# [Requirement]
May I please have every record restated word for word, with the images left out?

# [Provided entries]
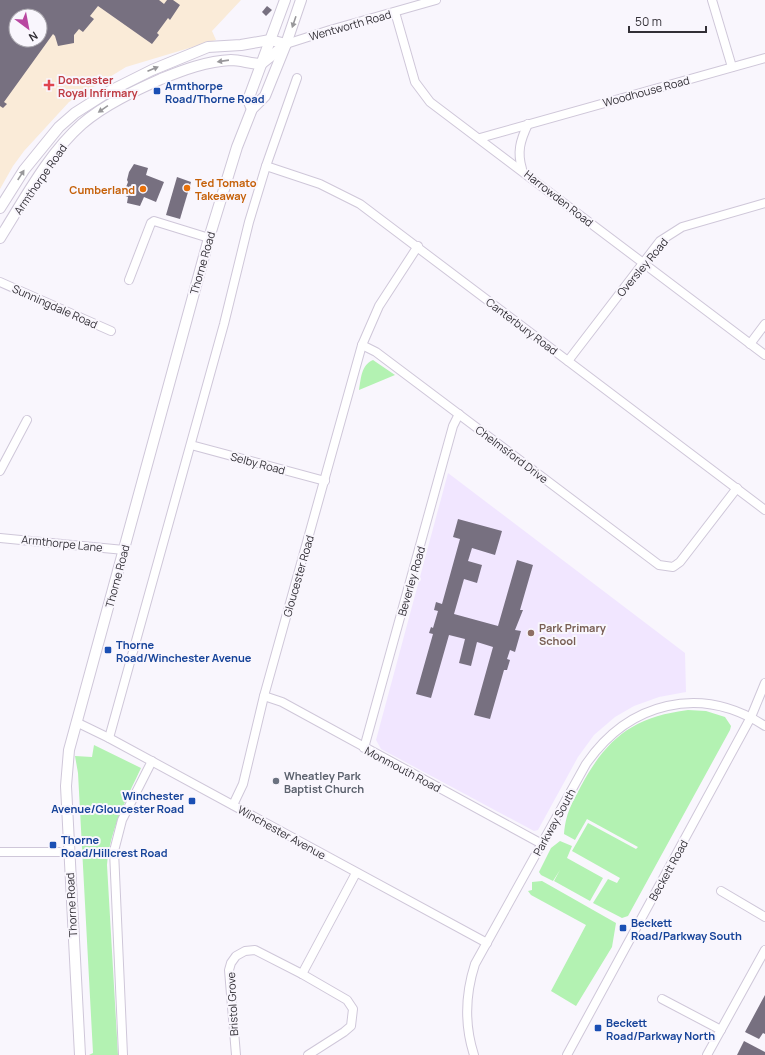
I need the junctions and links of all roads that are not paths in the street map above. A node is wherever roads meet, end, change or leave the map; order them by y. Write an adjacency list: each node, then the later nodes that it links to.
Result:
1 (285, 0): 6 (street, Thorne Road)
2 (301, 0): 7 (street, Thorne Road, one-way to 7)
3 (436, 0): 5 (street, Wentworth Road)
4 (712, 0): 10 (street)
5 (395, 12): 7 (street, Wentworth Road); 14 (street, Harrowden Road)
6 (270, 40): 7 (street, Armthorpe Road); 9 (street, Thorne Road); 18 (street, Armthorpe Road, one-way to 6)
7 (286, 44): 9 (street); 12 (street, Thorne Road)
8 (765, 58): 10 (street, Woodhouse Road)
9 (261, 64): 12 (street, Thorne Road); 19 (street, Armthorpe Road, one-way to 19)
10 (732, 67): 13 (street, Woodhouse Road)
11 (297, 78): 15 (street)
12 (252, 109): 20 (street, Thorne Road)
13 (528, 124): 14 (street, Woodhouse Road); 16 (street)
14 (480, 138): 16 (street, Harrowden Road)
15 (266, 166): 21 (street, Canterbury Road); 33 (street)
16 (522, 170): 22 (street, Harrowden Road)
17 (765, 203): 22 (street, Oversley Road)
18 (0, 208)
19 (0, 238)
20 (209, 238): 23 (street); 39 (street, Thorne Road)
21 (418, 246): 28 (street); 30 (street, Canterbury Road)
22 (642, 263): 27 (street, Harrowden Road); 30 (street, Oversley Road)
23 (129, 280)
24 (0, 282): 26 (street, Sunningdale Road)
25 (765, 324): 27 (street)
26 (111, 331)
27 (750, 344): 29 (street, Harrowden Road)
28 (362, 346): 31 (street, Chelmsford Drive); 35 (street, Gloucester Road)
29 (765, 355)
30 (568, 361): 36 (street, Canterbury Road)
31 (459, 414): 36 (street, Chelmsford Drive); 46 (street, Beverley Road)
32 (27, 420): 34 (street)
33 (191, 445): 35 (street, Selby Road); 45 (street)
34 (0, 471)
35 (325, 481): 41 (street, Gloucester Road)
36 (737, 488): 37 (street, Canterbury Road)
37 (765, 510)
38 (0, 538): 39 (street, Armthorpe Lane)
39 (124, 550): 43 (street, Thorne Road)
40 (765, 683): 42 (street, Beckett Road)
41 (264, 696): 46 (street, Monmouth Road); 48 (street, Gloucester Road)
42 (752, 717): 44 (street, Parkway South); 49 (street, Parkway South); 66 (street, Beckett Road)
43 (76, 722): 45 (street, Winchester Avenue); 51 (street, Thorne Road)
44 (765, 726)
45 (109, 738): 47 (street, Winchester Avenue)
46 (364, 748): 49 (street, Monmouth Road)
47 (152, 761): 48 (street, Winchester Avenue); 62 (street)
48 (233, 805): 52 (street, Winchester Avenue)
49 (542, 844): 55 (street, Parkway South)
50 (0, 852): 51 (street)
51 (68, 852): 61 (street, Thorne Road)
52 (356, 873): 55 (street, Winchester Avenue); 58 (street)
53 (722, 891): 54 (street)
54 (765, 917)
55 (487, 943): 65 (street, Parkway South)
56 (765, 950): 57 (street)
57 (761, 965): 60 (street)
58 (302, 974): 63 (street, Bristol Grove); 64 (street, Bristol Grove)
59 (662, 999): 60 (street)
60 (720, 1030): 67 (street)
61 (80, 1055)
62 (123, 1055)
63 (236, 1055)
64 (308, 1055)
65 (474, 1055)
66 (567, 1055)
67 (707, 1055)

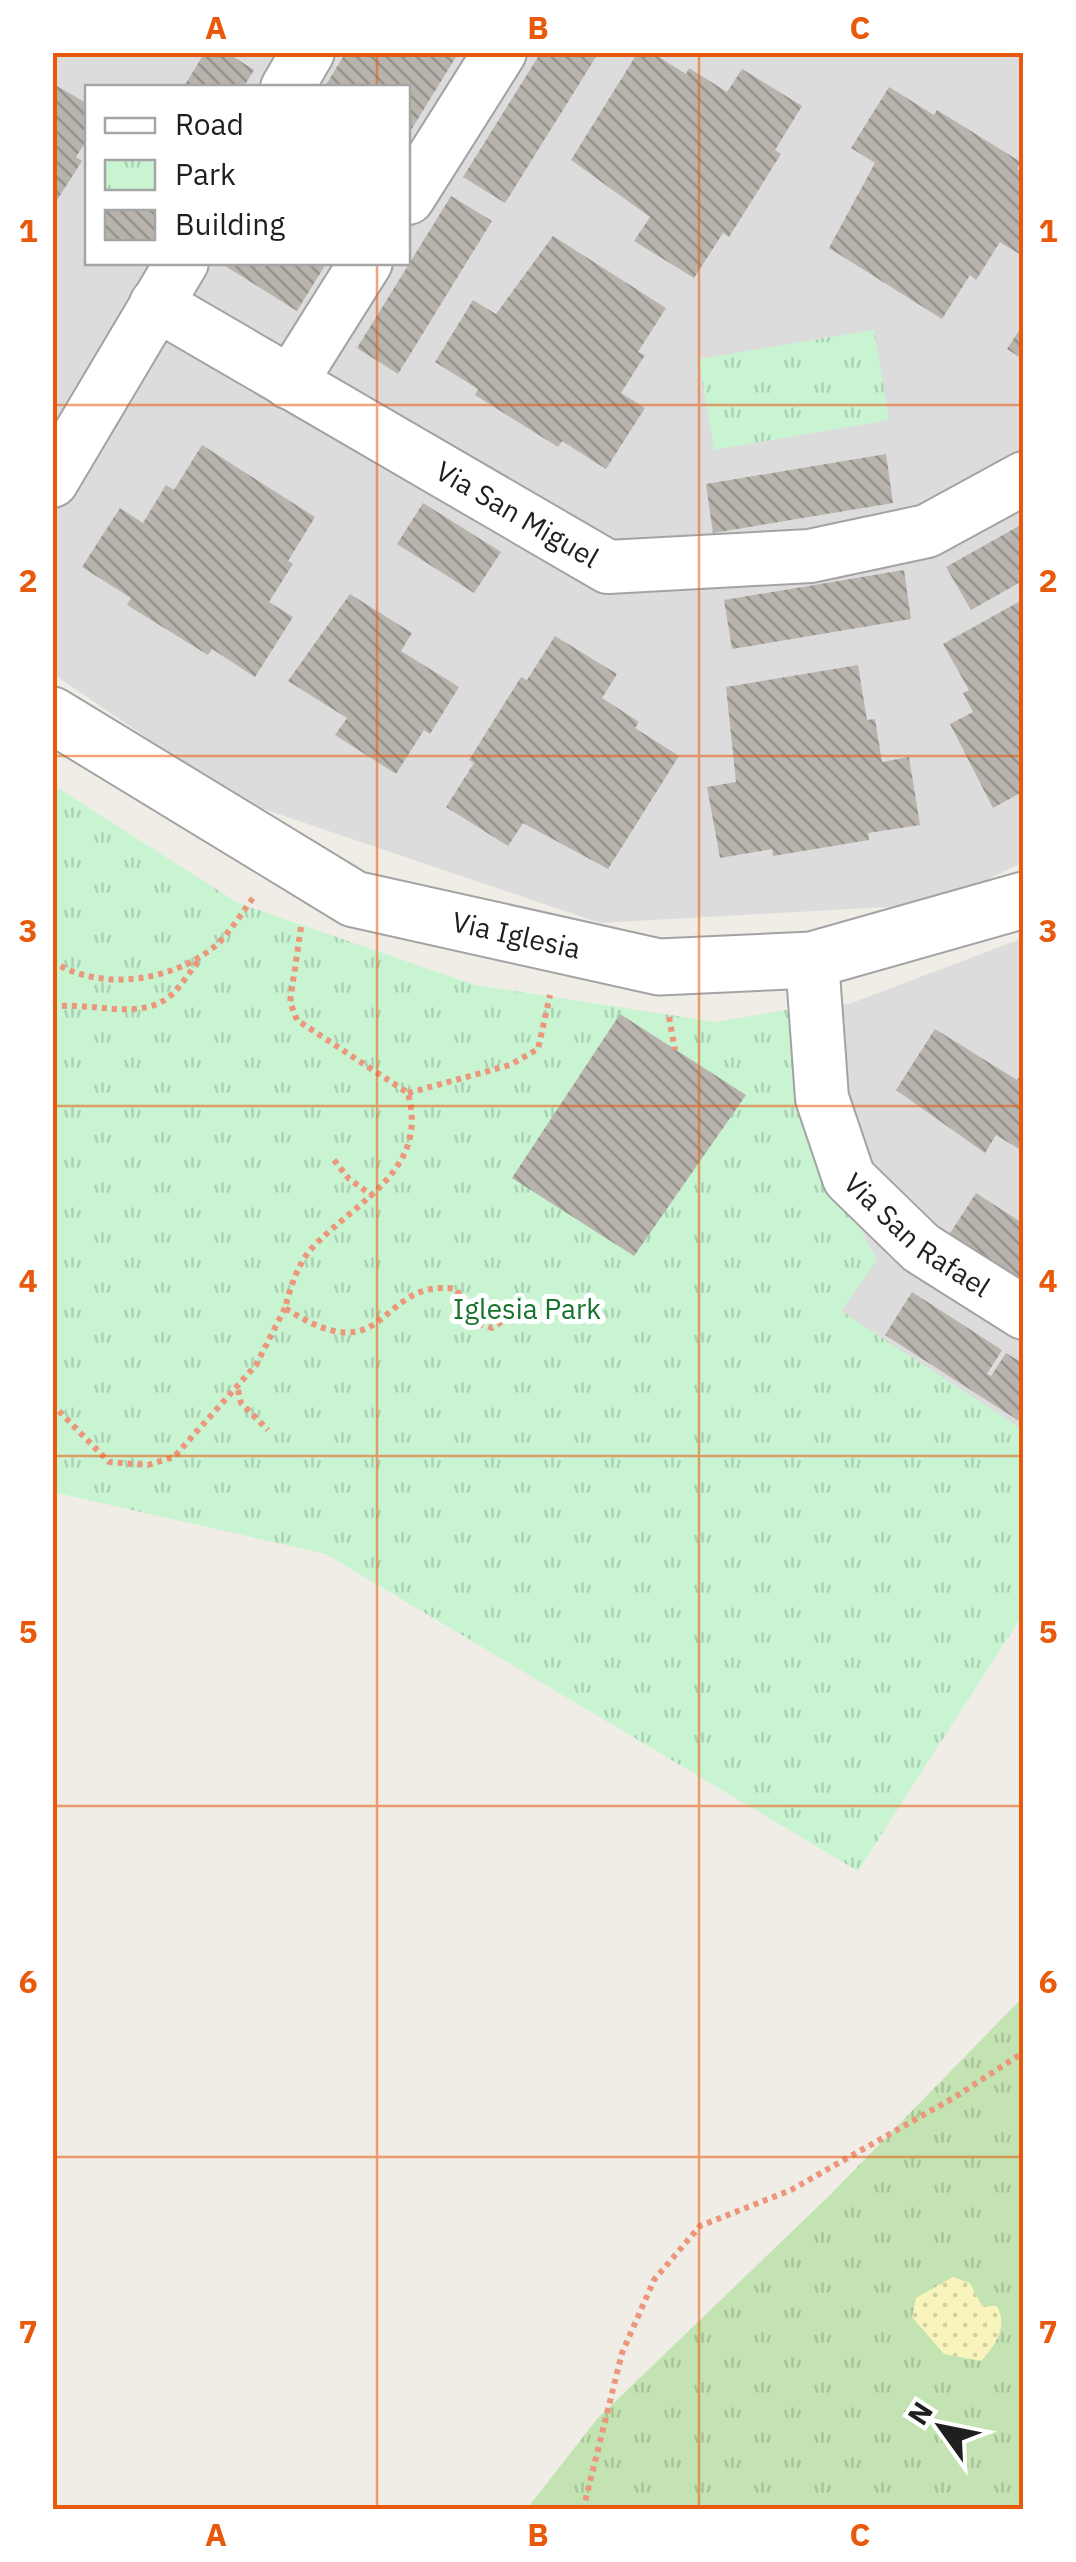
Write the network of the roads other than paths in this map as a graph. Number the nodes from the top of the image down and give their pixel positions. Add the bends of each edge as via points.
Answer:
1 (308, 52) edge
2 (500, 52) edge
3 (289, 85) edge
4 (410, 195) edge
5 (364, 265) edge
6 (169, 283) edge
7 (290, 383) junction
8 (1024, 478) edge
9 (52, 480) edge
10 (52, 715) edge
11 (1024, 900) edge
12 (812, 960) junction
13 (1024, 1313) edge

1 - 3 street
2 - 4 street
5 - 7 street
6 - 7 street, Via San Miguel
6 - 9 street
7 - 8 street, Via San Miguel via 608,567 830,552 927,531
10 - 12 street, Via Iglesia via 354,899 658,967
11 - 12 street, Via Iglesia
12 - 13 street, Via San Rafael via 822,1098 849,1178 921,1248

# [Response to this task]
I need the junctions and links of all roads that are not paths in the street map above. A node is wherever roads meet, end, change or leave the map; order them by y. Write an adjacency list: each node, then the later nodes that it links to.
Result:
1 (285, 0): 6 (street, Thorne Road)
2 (301, 0): 7 (street, Thorne Road, one-way to 7)
3 (436, 0): 5 (street, Wentworth Road)
4 (712, 0): 10 (street)
5 (395, 12): 7 (street, Wentworth Road); 14 (street, Harrowden Road)
6 (270, 40): 7 (street, Armthorpe Road); 9 (street, Thorne Road); 18 (street, Armthorpe Road, one-way to 6)
7 (286, 44): 9 (street); 12 (street, Thorne Road)
8 (765, 58): 10 (street, Woodhouse Road)
9 (261, 64): 12 (street, Thorne Road); 19 (street, Armthorpe Road, one-way to 19)
10 (732, 67): 13 (street, Woodhouse Road)
11 (297, 78): 15 (street)
12 (252, 109): 20 (street, Thorne Road)
13 (528, 124): 14 (street, Woodhouse Road); 16 (street)
14 (480, 138): 16 (street, Harrowden Road)
15 (266, 166): 21 (street, Canterbury Road); 33 (street)
16 (522, 170): 22 (street, Harrowden Road)
17 (765, 203): 22 (street, Oversley Road)
18 (0, 208)
19 (0, 238)
20 (209, 238): 23 (street); 39 (street, Thorne Road)
21 (418, 246): 28 (street); 30 (street, Canterbury Road)
22 (642, 263): 27 (street, Harrowden Road); 30 (street, Oversley Road)
23 (129, 280)
24 (0, 282): 26 (street, Sunningdale Road)
25 (765, 324): 27 (street)
26 (111, 331)
27 (750, 344): 29 (street, Harrowden Road)
28 (362, 346): 31 (street, Chelmsford Drive); 35 (street, Gloucester Road)
29 (765, 355)
30 (568, 361): 36 (street, Canterbury Road)
31 (459, 414): 36 (street, Chelmsford Drive); 46 (street, Beverley Road)
32 (27, 420): 34 (street)
33 (191, 445): 35 (street, Selby Road); 45 (street)
34 (0, 471)
35 (325, 481): 41 (street, Gloucester Road)
36 (737, 488): 37 (street, Canterbury Road)
37 (765, 510)
38 (0, 538): 39 (street, Armthorpe Lane)
39 (124, 550): 43 (street, Thorne Road)
40 (765, 683): 42 (street, Beckett Road)
41 (264, 696): 46 (street, Monmouth Road); 48 (street, Gloucester Road)
42 (752, 717): 44 (street, Parkway South); 49 (street, Parkway South); 66 (street, Beckett Road)
43 (76, 722): 45 (street, Winchester Avenue); 51 (street, Thorne Road)
44 (765, 726)
45 (109, 738): 47 (street, Winchester Avenue)
46 (364, 748): 49 (street, Monmouth Road)
47 (152, 761): 48 (street, Winchester Avenue); 62 (street)
48 (233, 805): 52 (street, Winchester Avenue)
49 (542, 844): 55 (street, Parkway South)
50 (0, 852): 51 (street)
51 (68, 852): 61 (street, Thorne Road)
52 (356, 873): 55 (street, Winchester Avenue); 58 (street)
53 (722, 891): 54 (street)
54 (765, 917)
55 (487, 943): 65 (street, Parkway South)
56 (765, 950): 57 (street)
57 (761, 965): 60 (street)
58 (302, 974): 63 (street, Bristol Grove); 64 (street, Bristol Grove)
59 (662, 999): 60 (street)
60 (720, 1030): 67 (street)
61 (80, 1055)
62 (123, 1055)
63 (236, 1055)
64 (308, 1055)
65 (474, 1055)
66 (567, 1055)
67 (707, 1055)

Write the network of the roads other than paths in this map as a graph. Number the nodes from the top of the image down and give their pixel positions. Add the bends of each edge as via points.
Answer:
1 (308, 52) edge
2 (500, 52) edge
3 (289, 85) edge
4 (410, 195) edge
5 (364, 265) edge
6 (169, 283) edge
7 (290, 383) junction
8 (1024, 478) edge
9 (52, 480) edge
10 (52, 715) edge
11 (1024, 900) edge
12 (812, 960) junction
13 (1024, 1313) edge

1 - 3 street
2 - 4 street
5 - 7 street
6 - 7 street, Via San Miguel
6 - 9 street
7 - 8 street, Via San Miguel via 608,567 830,552 927,531
10 - 12 street, Via Iglesia via 354,899 658,967
11 - 12 street, Via Iglesia
12 - 13 street, Via San Rafael via 822,1098 849,1178 921,1248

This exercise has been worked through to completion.